- [Your task]:
Retype the data exactly. Spelling and punctuation stay as they are.

- [Supplied information]:
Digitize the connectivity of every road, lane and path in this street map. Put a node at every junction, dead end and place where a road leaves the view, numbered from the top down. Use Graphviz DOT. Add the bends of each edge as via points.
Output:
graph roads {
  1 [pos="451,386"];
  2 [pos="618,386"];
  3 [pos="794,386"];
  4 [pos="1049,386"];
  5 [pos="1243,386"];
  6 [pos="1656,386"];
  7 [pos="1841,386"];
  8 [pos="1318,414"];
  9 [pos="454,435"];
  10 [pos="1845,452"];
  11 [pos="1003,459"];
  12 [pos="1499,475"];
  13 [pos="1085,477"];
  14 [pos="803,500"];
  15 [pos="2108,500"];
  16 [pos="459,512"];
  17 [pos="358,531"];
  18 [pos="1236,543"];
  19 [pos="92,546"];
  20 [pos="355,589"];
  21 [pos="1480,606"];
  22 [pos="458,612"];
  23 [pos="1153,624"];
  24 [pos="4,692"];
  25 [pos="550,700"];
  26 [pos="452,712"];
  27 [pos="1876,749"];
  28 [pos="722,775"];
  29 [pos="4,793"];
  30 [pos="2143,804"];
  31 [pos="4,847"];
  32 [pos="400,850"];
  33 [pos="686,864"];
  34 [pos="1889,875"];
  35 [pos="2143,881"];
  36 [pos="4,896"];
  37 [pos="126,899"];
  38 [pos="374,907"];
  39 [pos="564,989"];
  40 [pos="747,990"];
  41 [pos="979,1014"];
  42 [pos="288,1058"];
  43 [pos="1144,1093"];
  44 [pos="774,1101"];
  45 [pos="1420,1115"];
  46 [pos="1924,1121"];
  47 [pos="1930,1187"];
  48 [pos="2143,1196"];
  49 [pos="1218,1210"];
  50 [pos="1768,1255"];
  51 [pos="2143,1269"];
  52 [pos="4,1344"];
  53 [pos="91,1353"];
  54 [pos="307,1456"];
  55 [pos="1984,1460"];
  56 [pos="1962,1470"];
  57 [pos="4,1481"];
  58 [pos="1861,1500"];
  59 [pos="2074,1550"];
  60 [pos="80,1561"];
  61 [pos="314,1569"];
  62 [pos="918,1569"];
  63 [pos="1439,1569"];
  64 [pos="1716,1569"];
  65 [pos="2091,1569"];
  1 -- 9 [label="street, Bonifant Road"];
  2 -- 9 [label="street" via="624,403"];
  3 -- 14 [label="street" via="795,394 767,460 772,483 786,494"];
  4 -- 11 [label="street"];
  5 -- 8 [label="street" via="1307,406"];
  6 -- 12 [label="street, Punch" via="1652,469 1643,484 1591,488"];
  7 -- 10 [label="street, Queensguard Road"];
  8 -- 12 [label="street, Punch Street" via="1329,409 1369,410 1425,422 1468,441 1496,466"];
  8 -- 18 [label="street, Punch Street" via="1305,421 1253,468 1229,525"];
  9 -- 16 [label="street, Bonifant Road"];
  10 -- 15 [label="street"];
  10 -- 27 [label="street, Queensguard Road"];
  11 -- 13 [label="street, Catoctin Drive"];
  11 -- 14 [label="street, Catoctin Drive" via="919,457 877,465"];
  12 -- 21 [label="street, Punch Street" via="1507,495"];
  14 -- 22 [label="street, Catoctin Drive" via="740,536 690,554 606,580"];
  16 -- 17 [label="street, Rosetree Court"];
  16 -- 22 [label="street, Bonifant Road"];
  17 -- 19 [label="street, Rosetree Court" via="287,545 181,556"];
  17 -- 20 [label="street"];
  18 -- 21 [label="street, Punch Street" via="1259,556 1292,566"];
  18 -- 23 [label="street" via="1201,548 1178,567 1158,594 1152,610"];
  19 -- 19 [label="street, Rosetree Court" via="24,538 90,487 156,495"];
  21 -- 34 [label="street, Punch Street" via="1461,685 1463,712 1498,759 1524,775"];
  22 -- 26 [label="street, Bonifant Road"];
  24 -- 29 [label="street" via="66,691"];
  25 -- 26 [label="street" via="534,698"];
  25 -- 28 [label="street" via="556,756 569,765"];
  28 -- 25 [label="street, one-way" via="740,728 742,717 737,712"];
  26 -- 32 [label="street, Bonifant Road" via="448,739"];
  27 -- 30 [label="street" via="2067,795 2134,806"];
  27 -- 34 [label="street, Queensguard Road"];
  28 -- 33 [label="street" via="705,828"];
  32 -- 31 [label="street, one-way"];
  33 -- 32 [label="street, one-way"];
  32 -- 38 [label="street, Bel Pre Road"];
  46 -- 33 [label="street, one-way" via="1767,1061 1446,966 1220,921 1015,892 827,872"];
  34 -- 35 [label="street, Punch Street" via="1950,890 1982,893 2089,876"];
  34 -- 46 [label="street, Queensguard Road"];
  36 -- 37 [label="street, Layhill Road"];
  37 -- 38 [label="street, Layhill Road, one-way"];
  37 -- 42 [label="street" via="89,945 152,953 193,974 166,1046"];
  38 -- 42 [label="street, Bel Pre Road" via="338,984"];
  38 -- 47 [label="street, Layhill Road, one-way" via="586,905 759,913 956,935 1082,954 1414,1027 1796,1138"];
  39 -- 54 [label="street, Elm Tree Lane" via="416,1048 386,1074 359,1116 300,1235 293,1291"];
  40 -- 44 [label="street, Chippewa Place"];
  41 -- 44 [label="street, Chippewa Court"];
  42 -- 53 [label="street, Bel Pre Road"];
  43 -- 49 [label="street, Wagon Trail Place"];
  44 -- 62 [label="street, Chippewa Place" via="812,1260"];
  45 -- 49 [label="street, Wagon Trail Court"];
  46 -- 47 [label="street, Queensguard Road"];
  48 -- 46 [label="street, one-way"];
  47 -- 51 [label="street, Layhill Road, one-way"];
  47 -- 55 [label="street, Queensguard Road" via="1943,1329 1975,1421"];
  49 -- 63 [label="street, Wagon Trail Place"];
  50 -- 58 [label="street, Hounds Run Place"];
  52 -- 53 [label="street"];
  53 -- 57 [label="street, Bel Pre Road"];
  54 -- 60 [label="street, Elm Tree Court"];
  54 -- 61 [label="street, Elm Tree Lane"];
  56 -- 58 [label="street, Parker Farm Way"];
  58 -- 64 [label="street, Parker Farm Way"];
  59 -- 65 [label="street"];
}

- [Output for this exercise]:
Digitize the connectivity of every road, lane and path in this street map. Put a node at every junction, dead end and place where a road leaves the view, numbered from the top down. Use Graphviz DOT. Add the bends of each edge as via points.
Output:
graph roads {
  1 [pos="451,386"];
  2 [pos="618,386"];
  3 [pos="794,386"];
  4 [pos="1049,386"];
  5 [pos="1243,386"];
  6 [pos="1656,386"];
  7 [pos="1841,386"];
  8 [pos="1318,414"];
  9 [pos="454,435"];
  10 [pos="1845,452"];
  11 [pos="1003,459"];
  12 [pos="1499,475"];
  13 [pos="1085,477"];
  14 [pos="803,500"];
  15 [pos="2108,500"];
  16 [pos="459,512"];
  17 [pos="358,531"];
  18 [pos="1236,543"];
  19 [pos="92,546"];
  20 [pos="355,589"];
  21 [pos="1480,606"];
  22 [pos="458,612"];
  23 [pos="1153,624"];
  24 [pos="4,692"];
  25 [pos="550,700"];
  26 [pos="452,712"];
  27 [pos="1876,749"];
  28 [pos="722,775"];
  29 [pos="4,793"];
  30 [pos="2143,804"];
  31 [pos="4,847"];
  32 [pos="400,850"];
  33 [pos="686,864"];
  34 [pos="1889,875"];
  35 [pos="2143,881"];
  36 [pos="4,896"];
  37 [pos="126,899"];
  38 [pos="374,907"];
  39 [pos="564,989"];
  40 [pos="747,990"];
  41 [pos="979,1014"];
  42 [pos="288,1058"];
  43 [pos="1144,1093"];
  44 [pos="774,1101"];
  45 [pos="1420,1115"];
  46 [pos="1924,1121"];
  47 [pos="1930,1187"];
  48 [pos="2143,1196"];
  49 [pos="1218,1210"];
  50 [pos="1768,1255"];
  51 [pos="2143,1269"];
  52 [pos="4,1344"];
  53 [pos="91,1353"];
  54 [pos="307,1456"];
  55 [pos="1984,1460"];
  56 [pos="1962,1470"];
  57 [pos="4,1481"];
  58 [pos="1861,1500"];
  59 [pos="2074,1550"];
  60 [pos="80,1561"];
  61 [pos="314,1569"];
  62 [pos="918,1569"];
  63 [pos="1439,1569"];
  64 [pos="1716,1569"];
  65 [pos="2091,1569"];
  1 -- 9 [label="street, Bonifant Road"];
  2 -- 9 [label="street" via="624,403"];
  3 -- 14 [label="street" via="795,394 767,460 772,483 786,494"];
  4 -- 11 [label="street"];
  5 -- 8 [label="street" via="1307,406"];
  6 -- 12 [label="street, Punch" via="1652,469 1643,484 1591,488"];
  7 -- 10 [label="street, Queensguard Road"];
  8 -- 12 [label="street, Punch Street" via="1329,409 1369,410 1425,422 1468,441 1496,466"];
  8 -- 18 [label="street, Punch Street" via="1305,421 1253,468 1229,525"];
  9 -- 16 [label="street, Bonifant Road"];
  10 -- 15 [label="street"];
  10 -- 27 [label="street, Queensguard Road"];
  11 -- 13 [label="street, Catoctin Drive"];
  11 -- 14 [label="street, Catoctin Drive" via="919,457 877,465"];
  12 -- 21 [label="street, Punch Street" via="1507,495"];
  14 -- 22 [label="street, Catoctin Drive" via="740,536 690,554 606,580"];
  16 -- 17 [label="street, Rosetree Court"];
  16 -- 22 [label="street, Bonifant Road"];
  17 -- 19 [label="street, Rosetree Court" via="287,545 181,556"];
  17 -- 20 [label="street"];
  18 -- 21 [label="street, Punch Street" via="1259,556 1292,566"];
  18 -- 23 [label="street" via="1201,548 1178,567 1158,594 1152,610"];
  19 -- 19 [label="street, Rosetree Court" via="24,538 90,487 156,495"];
  21 -- 34 [label="street, Punch Street" via="1461,685 1463,712 1498,759 1524,775"];
  22 -- 26 [label="street, Bonifant Road"];
  24 -- 29 [label="street" via="66,691"];
  25 -- 26 [label="street" via="534,698"];
  25 -- 28 [label="street" via="556,756 569,765"];
  28 -- 25 [label="street, one-way" via="740,728 742,717 737,712"];
  26 -- 32 [label="street, Bonifant Road" via="448,739"];
  27 -- 30 [label="street" via="2067,795 2134,806"];
  27 -- 34 [label="street, Queensguard Road"];
  28 -- 33 [label="street" via="705,828"];
  32 -- 31 [label="street, one-way"];
  33 -- 32 [label="street, one-way"];
  32 -- 38 [label="street, Bel Pre Road"];
  46 -- 33 [label="street, one-way" via="1767,1061 1446,966 1220,921 1015,892 827,872"];
  34 -- 35 [label="street, Punch Street" via="1950,890 1982,893 2089,876"];
  34 -- 46 [label="street, Queensguard Road"];
  36 -- 37 [label="street, Layhill Road"];
  37 -- 38 [label="street, Layhill Road, one-way"];
  37 -- 42 [label="street" via="89,945 152,953 193,974 166,1046"];
  38 -- 42 [label="street, Bel Pre Road" via="338,984"];
  38 -- 47 [label="street, Layhill Road, one-way" via="586,905 759,913 956,935 1082,954 1414,1027 1796,1138"];
  39 -- 54 [label="street, Elm Tree Lane" via="416,1048 386,1074 359,1116 300,1235 293,1291"];
  40 -- 44 [label="street, Chippewa Place"];
  41 -- 44 [label="street, Chippewa Court"];
  42 -- 53 [label="street, Bel Pre Road"];
  43 -- 49 [label="street, Wagon Trail Place"];
  44 -- 62 [label="street, Chippewa Place" via="812,1260"];
  45 -- 49 [label="street, Wagon Trail Court"];
  46 -- 47 [label="street, Queensguard Road"];
  48 -- 46 [label="street, one-way"];
  47 -- 51 [label="street, Layhill Road, one-way"];
  47 -- 55 [label="street, Queensguard Road" via="1943,1329 1975,1421"];
  49 -- 63 [label="street, Wagon Trail Place"];
  50 -- 58 [label="street, Hounds Run Place"];
  52 -- 53 [label="street"];
  53 -- 57 [label="street, Bel Pre Road"];
  54 -- 60 [label="street, Elm Tree Court"];
  54 -- 61 [label="street, Elm Tree Lane"];
  56 -- 58 [label="street, Parker Farm Way"];
  58 -- 64 [label="street, Parker Farm Way"];
  59 -- 65 [label="street"];
}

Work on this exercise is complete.